The Falcon Heavy: Our Beckoning Future

Maximilian Looft, Author

Continuous advancements are being made each year in the space exploration industry, but this year, SpaceX takes the lead.

On Feb 6., the private aerospace manufacturing company SpaceX launched the Falcon Heavy, the most powerful rocket in use today, at 3:45 p.m. EST, at Cape Canaveral of the Kennedy Space Center in Florida.

The rocket launched with a critical success, making its way safely up into the distant skies. (Two engines landed back safely on their landing pads, but the third hit the water instead of the platform.)

The Falcon Heavy can carry up to 141,000 lbs. (64 metric tons) of payload into orbit, according to SpaceX’s website. And though it is the strongest rocket in use, it is not the tallest ever made — it stands at 229.6 feet while the Saturn V stands at 363 feet. It does, however, make up for its height in liftoff thrust, with a thrust of 5 million pounds. It is also surprisingly cheap, at $90 million per launch while the Saturn V cost $6.4 billion.

With each demonstration flight of a new rocket, typically the rocket would eject a heavy object into space like a large cinder block to simulate the mass of the spacecraft, but Elon Musk, the founder of SpaceX, thought that would be too boring. Elon Musk had his own Tesla Roadster sent up with the Falcon Heavy.

The Tesla Roadster was stored in the payload of the Falcon Heavy, and once outer orbit was reached, that payload was released, so the car is now traveling through space. “It’s kind of silly and fun, but I think silly, fun things are important,” Musk told USA Today.

Not only that, but the hot rod has a dummy driver, Starman, named after David Bowie’s song “Starman.” The dashboard is also engraved with the phrase “DON’T PANIC,” a reference to Musk’s favorite book, The Hitchhiker’s Guide to the Galaxy. The Starman could be seen sailing through space live until Feb 7, when the feed went dark. (It only had a 12-hour battery life.)

However, the Roadster will go a little off course; though it was meant to enter Mars’ orbit, it overshot and is now headed to the asteroid belt.

Musk said that although the Falcon Heavy isa big step toward colonizing Mars, which is the goal of SpaceX, the Falcon won’t be carrying any people. That’s why a new rocket design is already being worked on: the BFR.

The SpaceX website confirms that the BFR, originally the “Big F—ing Rocket” but now the “Big Falcon Rocket,” will be more than 100 feet taller than the Falcon Heavy. At 347 feet, it will be able to support 150 tons of payload, will have enough room for over 100 passengers, and will be cheaper to launch than any other rocket ship.

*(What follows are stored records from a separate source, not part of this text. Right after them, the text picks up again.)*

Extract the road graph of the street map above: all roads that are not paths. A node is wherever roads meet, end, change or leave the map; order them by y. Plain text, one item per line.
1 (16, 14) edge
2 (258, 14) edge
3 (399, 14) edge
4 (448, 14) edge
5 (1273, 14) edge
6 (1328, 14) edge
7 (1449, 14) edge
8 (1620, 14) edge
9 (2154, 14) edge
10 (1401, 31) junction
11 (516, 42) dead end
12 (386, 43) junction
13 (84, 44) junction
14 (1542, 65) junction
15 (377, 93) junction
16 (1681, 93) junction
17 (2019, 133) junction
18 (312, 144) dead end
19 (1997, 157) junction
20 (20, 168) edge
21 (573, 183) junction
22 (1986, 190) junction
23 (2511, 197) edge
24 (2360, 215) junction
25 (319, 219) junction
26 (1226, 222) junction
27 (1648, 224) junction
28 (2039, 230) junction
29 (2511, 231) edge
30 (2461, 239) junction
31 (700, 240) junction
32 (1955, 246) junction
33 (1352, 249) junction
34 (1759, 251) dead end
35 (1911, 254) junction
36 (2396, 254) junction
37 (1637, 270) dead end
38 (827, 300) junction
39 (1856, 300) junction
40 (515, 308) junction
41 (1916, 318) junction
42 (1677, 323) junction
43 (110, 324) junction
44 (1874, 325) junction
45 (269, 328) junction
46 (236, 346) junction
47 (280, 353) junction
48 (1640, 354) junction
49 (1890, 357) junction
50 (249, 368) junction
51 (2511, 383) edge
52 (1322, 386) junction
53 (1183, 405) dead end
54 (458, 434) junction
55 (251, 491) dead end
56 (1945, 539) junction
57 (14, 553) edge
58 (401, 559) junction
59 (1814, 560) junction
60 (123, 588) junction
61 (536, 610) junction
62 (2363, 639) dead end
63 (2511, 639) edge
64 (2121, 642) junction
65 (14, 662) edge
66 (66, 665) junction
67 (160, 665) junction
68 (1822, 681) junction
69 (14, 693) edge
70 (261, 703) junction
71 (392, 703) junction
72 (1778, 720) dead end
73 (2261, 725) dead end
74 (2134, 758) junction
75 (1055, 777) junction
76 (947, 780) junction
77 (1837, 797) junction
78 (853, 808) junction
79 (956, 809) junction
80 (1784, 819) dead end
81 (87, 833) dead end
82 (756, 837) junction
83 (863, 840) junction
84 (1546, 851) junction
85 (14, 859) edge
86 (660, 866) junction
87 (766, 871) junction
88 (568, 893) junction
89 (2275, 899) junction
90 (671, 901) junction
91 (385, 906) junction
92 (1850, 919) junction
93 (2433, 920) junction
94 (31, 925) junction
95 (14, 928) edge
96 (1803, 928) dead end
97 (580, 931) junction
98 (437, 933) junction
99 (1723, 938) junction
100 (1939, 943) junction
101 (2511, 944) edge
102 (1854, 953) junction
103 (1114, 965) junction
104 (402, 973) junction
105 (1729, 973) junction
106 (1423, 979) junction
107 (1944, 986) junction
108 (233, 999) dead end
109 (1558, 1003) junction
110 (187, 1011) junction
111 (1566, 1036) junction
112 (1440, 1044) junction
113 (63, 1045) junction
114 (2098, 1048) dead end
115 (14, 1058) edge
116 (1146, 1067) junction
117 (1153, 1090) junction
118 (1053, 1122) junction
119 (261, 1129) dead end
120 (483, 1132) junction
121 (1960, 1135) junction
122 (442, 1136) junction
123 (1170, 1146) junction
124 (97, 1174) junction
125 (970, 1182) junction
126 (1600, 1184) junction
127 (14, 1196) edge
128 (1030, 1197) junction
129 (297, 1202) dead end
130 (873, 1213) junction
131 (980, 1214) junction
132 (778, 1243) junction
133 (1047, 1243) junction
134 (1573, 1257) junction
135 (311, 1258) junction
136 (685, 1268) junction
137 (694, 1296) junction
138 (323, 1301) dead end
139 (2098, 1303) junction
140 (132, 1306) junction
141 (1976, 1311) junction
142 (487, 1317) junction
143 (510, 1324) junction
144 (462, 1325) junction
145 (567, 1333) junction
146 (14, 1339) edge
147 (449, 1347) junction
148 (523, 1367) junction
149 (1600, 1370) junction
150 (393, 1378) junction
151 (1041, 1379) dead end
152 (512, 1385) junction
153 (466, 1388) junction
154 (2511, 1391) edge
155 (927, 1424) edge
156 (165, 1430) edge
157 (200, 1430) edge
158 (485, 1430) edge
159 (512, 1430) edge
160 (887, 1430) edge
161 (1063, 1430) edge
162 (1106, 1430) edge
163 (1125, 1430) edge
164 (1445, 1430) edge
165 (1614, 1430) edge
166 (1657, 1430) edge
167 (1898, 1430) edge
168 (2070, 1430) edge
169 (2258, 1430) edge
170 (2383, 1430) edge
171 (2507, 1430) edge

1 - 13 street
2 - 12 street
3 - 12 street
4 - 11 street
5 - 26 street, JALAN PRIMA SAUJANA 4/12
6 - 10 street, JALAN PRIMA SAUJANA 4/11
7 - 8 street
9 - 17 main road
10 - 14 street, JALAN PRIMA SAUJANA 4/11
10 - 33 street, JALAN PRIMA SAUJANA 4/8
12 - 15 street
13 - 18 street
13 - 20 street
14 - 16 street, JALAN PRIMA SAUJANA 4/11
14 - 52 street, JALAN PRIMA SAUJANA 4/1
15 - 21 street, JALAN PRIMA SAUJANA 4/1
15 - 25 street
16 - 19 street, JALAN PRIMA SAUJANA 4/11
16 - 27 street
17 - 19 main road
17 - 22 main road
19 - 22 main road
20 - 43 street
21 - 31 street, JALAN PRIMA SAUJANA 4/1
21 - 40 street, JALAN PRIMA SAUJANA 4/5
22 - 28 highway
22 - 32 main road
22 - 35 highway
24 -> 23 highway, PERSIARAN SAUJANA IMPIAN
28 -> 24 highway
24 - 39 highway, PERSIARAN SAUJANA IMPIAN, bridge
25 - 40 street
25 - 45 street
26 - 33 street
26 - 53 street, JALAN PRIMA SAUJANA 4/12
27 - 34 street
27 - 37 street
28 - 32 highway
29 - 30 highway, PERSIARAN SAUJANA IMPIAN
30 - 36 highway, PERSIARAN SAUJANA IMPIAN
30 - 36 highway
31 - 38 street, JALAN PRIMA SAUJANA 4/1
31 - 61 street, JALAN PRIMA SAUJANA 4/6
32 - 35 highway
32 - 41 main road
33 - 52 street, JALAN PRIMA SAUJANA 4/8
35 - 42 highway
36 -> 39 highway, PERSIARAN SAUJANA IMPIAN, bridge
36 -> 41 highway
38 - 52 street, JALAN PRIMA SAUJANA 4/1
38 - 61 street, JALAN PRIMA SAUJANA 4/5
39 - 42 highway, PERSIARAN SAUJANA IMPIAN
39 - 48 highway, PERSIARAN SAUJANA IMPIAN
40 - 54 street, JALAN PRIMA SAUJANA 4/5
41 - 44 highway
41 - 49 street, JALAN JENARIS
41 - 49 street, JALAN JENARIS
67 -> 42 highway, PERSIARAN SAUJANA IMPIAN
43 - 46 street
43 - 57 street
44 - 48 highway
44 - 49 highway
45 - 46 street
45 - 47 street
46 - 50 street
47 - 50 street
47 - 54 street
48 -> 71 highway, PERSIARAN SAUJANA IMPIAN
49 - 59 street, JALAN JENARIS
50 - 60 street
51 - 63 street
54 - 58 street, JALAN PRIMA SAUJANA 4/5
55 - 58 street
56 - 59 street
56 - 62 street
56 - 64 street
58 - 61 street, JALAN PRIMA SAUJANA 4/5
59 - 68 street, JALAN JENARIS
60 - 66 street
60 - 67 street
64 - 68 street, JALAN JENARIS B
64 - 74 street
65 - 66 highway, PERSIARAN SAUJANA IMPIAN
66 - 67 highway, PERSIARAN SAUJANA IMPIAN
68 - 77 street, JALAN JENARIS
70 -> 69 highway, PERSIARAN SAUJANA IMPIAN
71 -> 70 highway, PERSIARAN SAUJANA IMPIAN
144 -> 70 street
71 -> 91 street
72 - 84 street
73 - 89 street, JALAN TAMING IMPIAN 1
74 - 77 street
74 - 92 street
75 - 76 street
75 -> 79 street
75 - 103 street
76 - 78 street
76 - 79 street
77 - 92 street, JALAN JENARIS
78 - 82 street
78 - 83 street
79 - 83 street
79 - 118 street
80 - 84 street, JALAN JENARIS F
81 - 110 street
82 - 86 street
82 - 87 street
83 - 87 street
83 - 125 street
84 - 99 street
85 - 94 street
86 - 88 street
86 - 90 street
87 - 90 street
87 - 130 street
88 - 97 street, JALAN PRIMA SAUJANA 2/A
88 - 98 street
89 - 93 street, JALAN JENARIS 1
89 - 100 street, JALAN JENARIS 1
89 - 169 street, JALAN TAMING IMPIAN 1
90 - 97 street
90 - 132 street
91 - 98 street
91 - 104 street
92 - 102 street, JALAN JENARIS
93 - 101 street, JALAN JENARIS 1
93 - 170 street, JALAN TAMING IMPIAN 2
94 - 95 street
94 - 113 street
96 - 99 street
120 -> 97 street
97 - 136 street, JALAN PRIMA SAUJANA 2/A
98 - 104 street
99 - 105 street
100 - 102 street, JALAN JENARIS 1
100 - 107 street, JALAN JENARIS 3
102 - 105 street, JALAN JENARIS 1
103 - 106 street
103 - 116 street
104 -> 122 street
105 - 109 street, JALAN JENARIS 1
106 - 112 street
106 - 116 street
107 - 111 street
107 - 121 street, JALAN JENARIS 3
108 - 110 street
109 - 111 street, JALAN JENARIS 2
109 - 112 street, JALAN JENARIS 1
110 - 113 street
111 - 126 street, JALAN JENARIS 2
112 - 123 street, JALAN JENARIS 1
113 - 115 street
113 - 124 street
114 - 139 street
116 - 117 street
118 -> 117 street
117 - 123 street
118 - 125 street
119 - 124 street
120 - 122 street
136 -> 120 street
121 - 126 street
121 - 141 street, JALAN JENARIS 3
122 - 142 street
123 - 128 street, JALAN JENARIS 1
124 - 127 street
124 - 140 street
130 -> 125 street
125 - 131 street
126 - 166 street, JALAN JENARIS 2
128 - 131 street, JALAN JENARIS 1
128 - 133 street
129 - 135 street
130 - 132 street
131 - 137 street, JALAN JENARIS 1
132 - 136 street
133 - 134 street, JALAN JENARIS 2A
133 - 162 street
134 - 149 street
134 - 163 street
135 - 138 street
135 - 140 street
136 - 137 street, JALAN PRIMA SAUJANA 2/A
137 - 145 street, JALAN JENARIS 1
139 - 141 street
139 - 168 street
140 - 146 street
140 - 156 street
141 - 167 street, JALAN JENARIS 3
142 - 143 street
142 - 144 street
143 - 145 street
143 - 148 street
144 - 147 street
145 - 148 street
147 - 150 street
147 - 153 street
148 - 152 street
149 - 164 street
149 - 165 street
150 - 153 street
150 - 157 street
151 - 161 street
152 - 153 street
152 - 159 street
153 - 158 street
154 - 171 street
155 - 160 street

The BFR will also be the first rocket to refuel in space. Tanker rockets will be launched into orbit, dock with the BFR, refuel the rocket, and land back down on Earth to refill with fuel again and repeat the process. That’s what makes the BFR so cheap: reusability. Musk shows the process himself in his “Making Life Multiplanetary” presentation at the International Astronautical Congress on Sept 29, 2017.

A short hopper test flight for the BFR may be as soon as 2019 while the earliest launch date for Mars for an unmanned flight is scheduled for 2022 at the earliest. The first manned flight for colonization of Mars is planned for 2024, our first step into becoming a multiplanetary species.

The future may be sooner than we expected.